Position is also important. Most of audience will start at the top. If something is important, eliminate the work of audience to find it, put it at the top.


Form follows function. In the field of design, experts speak of objects having “affordances”.

  • Highlight the important stuff
  • Eliminate distractions
  • Create a clear hierarchy of information

Don’t highlight more than 10%. Bold is generally preferred over italics and underlining. Avoid using different fonts as a highlight technique. Color should be used sparingly and potentially in combination with other elements like bold. Inversing elements should also be used sparingly.

Eliminating distractions. Antoine de Saint-Exupery: “You know you’ve achieved perfection, not when you have nothing more to add, but when you have nothing to take away.”[2]

Some actions to eliminate distractions:

  • Not all data are equally important
  • When detail isn’t needed, summarize
  • Ask yourself: would eliminating this change anything
  • Push necessary, but not-message-impacting items to the background

Two specific strategies related to accessibility in communicating with data: don’t overcomplicate and text is your friend.

Avoid overcomplicating:

  • Make it legible
  • Keep it clean
  • Use straightforward language
  • Remove unnecessary complexity

Text plays a number of roles in communicating with data:

  • Label
  • Introduce
  • Explain
  • Reinforce
  • Highlight
  • Recommend
  • Tell a story

Thoughtful use of color, alignment and white space are components of the design that you don’t even notice when they are done well.
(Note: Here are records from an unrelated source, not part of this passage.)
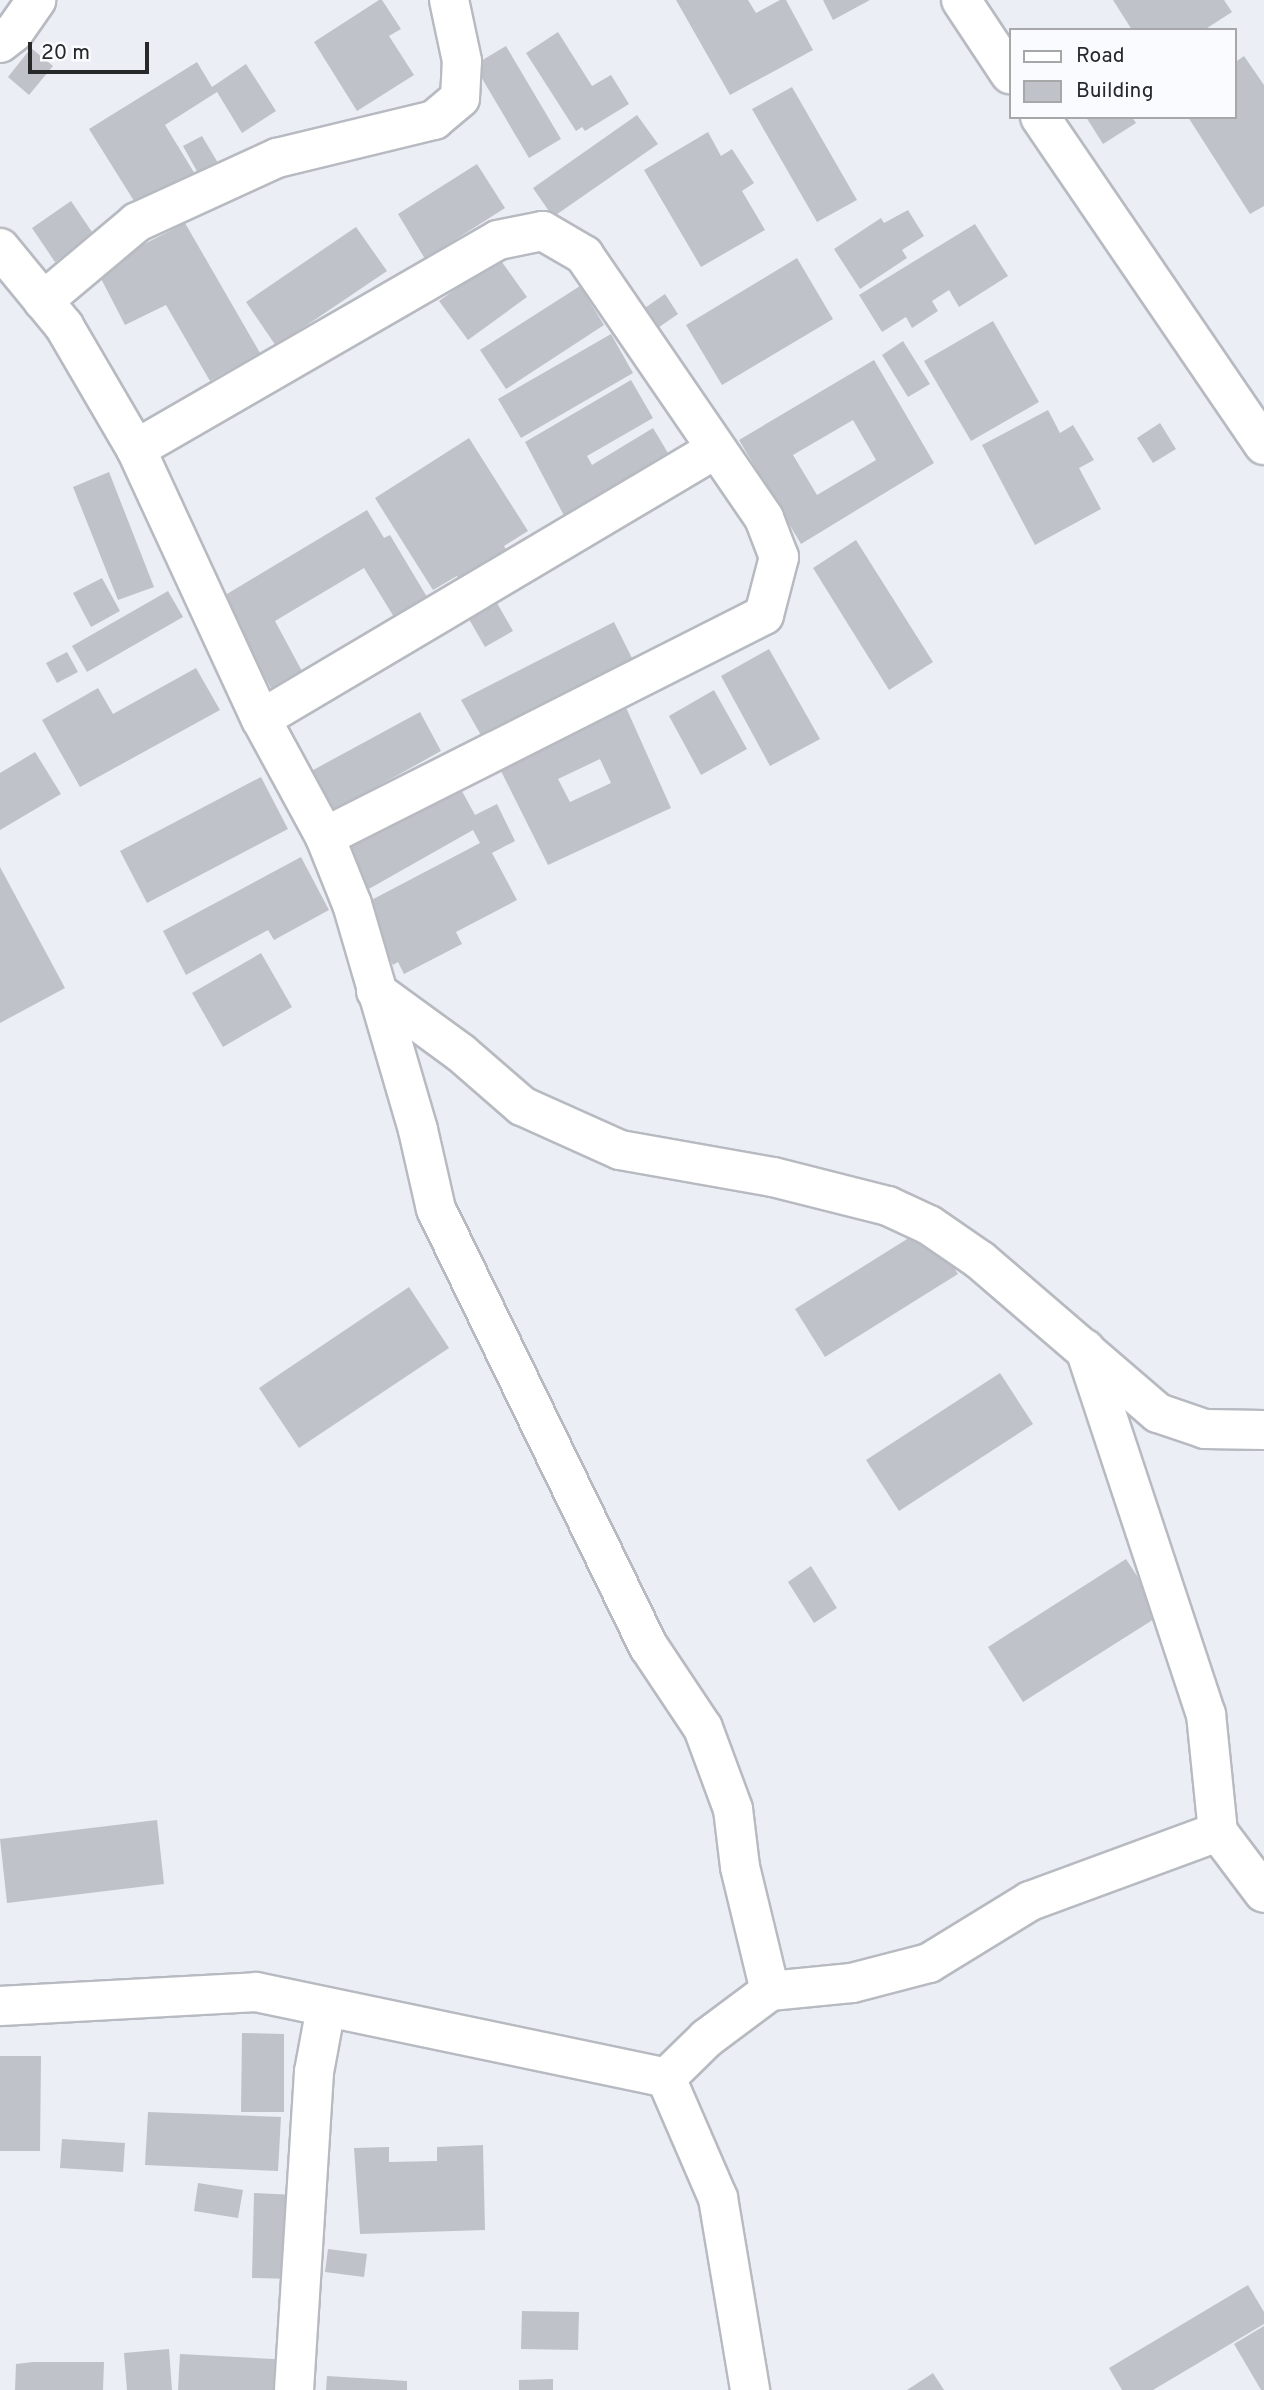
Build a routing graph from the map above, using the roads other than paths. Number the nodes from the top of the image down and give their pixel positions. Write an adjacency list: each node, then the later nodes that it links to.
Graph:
1 (36, 0): 4 (street)
2 (449, 0): 8 (street)
3 (961, 0): 5 (street)
4 (0, 43)
5 (1009, 72)
6 (1041, 119): 9 (street)
7 (0, 248): 8 (street)
8 (43, 301): 10 (street)
9 (1264, 445)
10 (136, 449): 11 (street); 12 (street)
11 (716, 449): 12 (street); 13 (street)
12 (261, 719): 13 (street)
13 (325, 837): 14 (street)
14 (376, 991): 15 (street); 19 (street)
15 (1085, 1349): 16 (street); 17 (street)
16 (1264, 1430)
17 (1218, 1832): 18 (street); 19 (street)
18 (1264, 1894)
19 (770, 1992): 22 (street)
20 (0, 2006): 21 (street)
21 (326, 2007): 22 (street); 23 (street)
22 (666, 2078): 24 (street)
23 (294, 2390)
24 (750, 2390)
Some strategies you can leverage for gaining acceptance in the design of your data visualization:

  • Articulate the benefits of the new or different approach
  • Show the side-by-side (if new approach is really superior)
  • Provide multiple options and seek input
  • Get a vocal member of your audience on board

When we have actual and forecast data, we can use visual cues to draw a distinction. Red can be used as attention-grabbing color. But maybe tone it down a little. Words make the visual accessible.
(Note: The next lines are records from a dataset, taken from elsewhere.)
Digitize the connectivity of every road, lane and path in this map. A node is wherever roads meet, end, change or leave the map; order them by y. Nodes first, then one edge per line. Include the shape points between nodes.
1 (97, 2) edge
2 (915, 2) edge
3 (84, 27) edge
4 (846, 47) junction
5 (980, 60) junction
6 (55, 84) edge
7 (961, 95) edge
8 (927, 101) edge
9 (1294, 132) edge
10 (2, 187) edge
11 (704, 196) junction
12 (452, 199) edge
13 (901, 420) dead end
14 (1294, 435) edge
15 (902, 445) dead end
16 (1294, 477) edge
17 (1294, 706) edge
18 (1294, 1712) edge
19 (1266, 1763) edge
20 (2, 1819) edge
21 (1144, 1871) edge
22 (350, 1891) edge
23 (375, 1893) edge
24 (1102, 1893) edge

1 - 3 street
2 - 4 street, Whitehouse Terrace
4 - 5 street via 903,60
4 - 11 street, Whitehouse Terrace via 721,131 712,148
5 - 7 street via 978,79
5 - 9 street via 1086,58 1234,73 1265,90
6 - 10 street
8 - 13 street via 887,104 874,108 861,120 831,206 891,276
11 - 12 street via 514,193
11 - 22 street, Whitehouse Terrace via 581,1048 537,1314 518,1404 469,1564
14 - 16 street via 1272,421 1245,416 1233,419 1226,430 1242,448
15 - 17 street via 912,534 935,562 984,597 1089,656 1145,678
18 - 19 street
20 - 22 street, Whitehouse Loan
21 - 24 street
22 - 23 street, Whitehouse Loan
Story is a time-tested structure: humans have been communicating with stories throughout history. Conflicts and tension are an integral part of story. Stories unite an idea with an emotion, arousing the audience’s attention and energy. At a fundamental level, a story expresses how and why life changes. Stories start with balance. Then something happens. Subjective expectation meets cruel reality.
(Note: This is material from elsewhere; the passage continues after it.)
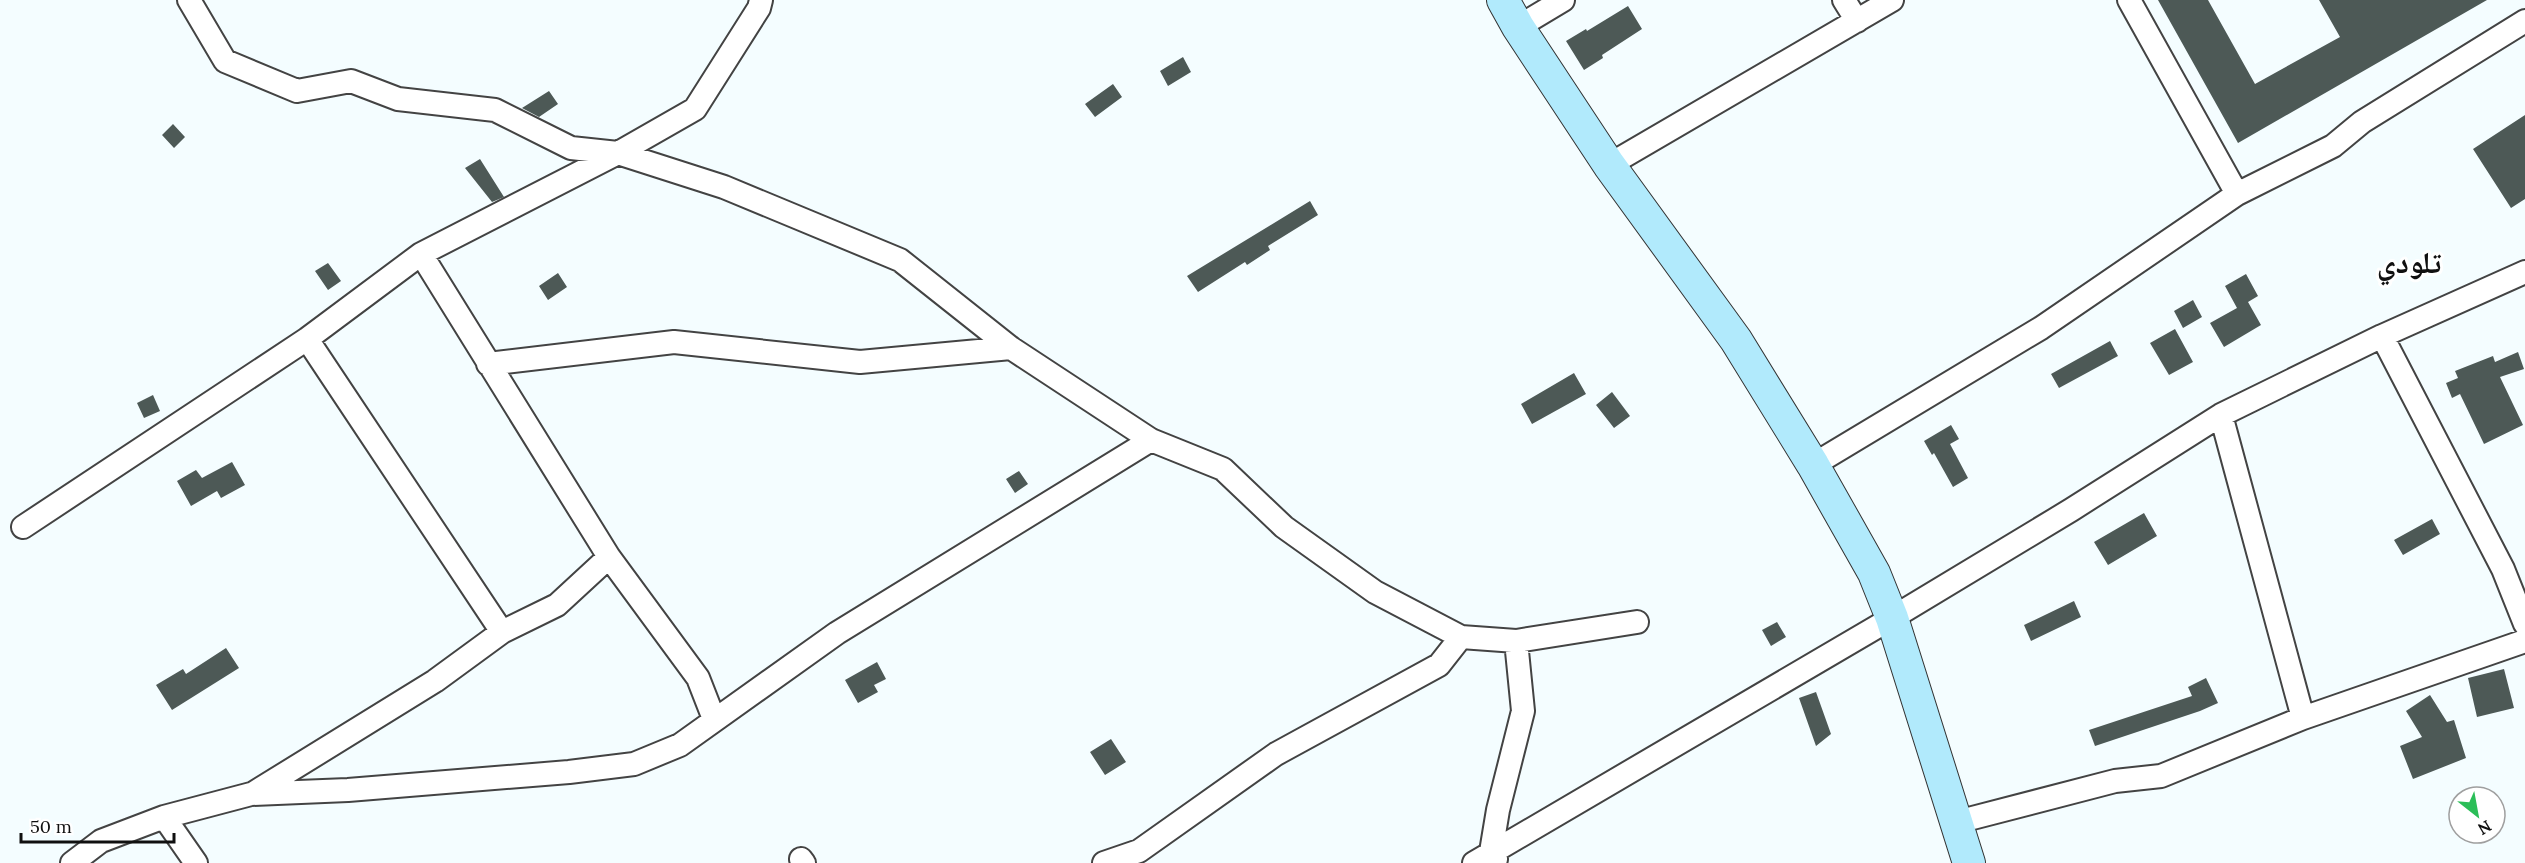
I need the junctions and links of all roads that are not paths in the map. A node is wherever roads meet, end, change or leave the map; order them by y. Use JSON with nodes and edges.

Kurt Vonnegut in his How to write with Style suggests:

  • Find a subject you care about
  • Do not ramble, though
  • Keep it simple
  • Have the guts to cut
  • Sound like yourself
  • Say what you meant to say
  • Pity the readers

The essential elements of story: setting, main character, unresolved state of affairs and desired outcome. End with a call to action. The most beautiful data visualization runs the risk of falling flat without a compelling narrative to go with it. A strong narrative can overcome less-than-ideal visuals.

Horizontal logic. Audience can read just the slide title of each slide throughout slide deck. It is important to have action titles (not descriptive titles) for this to work well. Vertical logic means that all information on a given slide is self-reinforcing. We also can use reverse storyboarding and a fresh perspective.

Case studies

Light elements on a dark background can create a stronger contrast but are generally harder to read. There should be logic in the order in which you display information. A spaghetti graph is a line graph where the lines overlap a lot, making it difficult to focus on a single series at a time. Don’t do it. Emphasize one line at a time. And we can also pull lines apart horizontally and vertically. As alternatives to pie charts, we can: show numbers directly, use simple bar graph, use stacked bar graph or slope graph.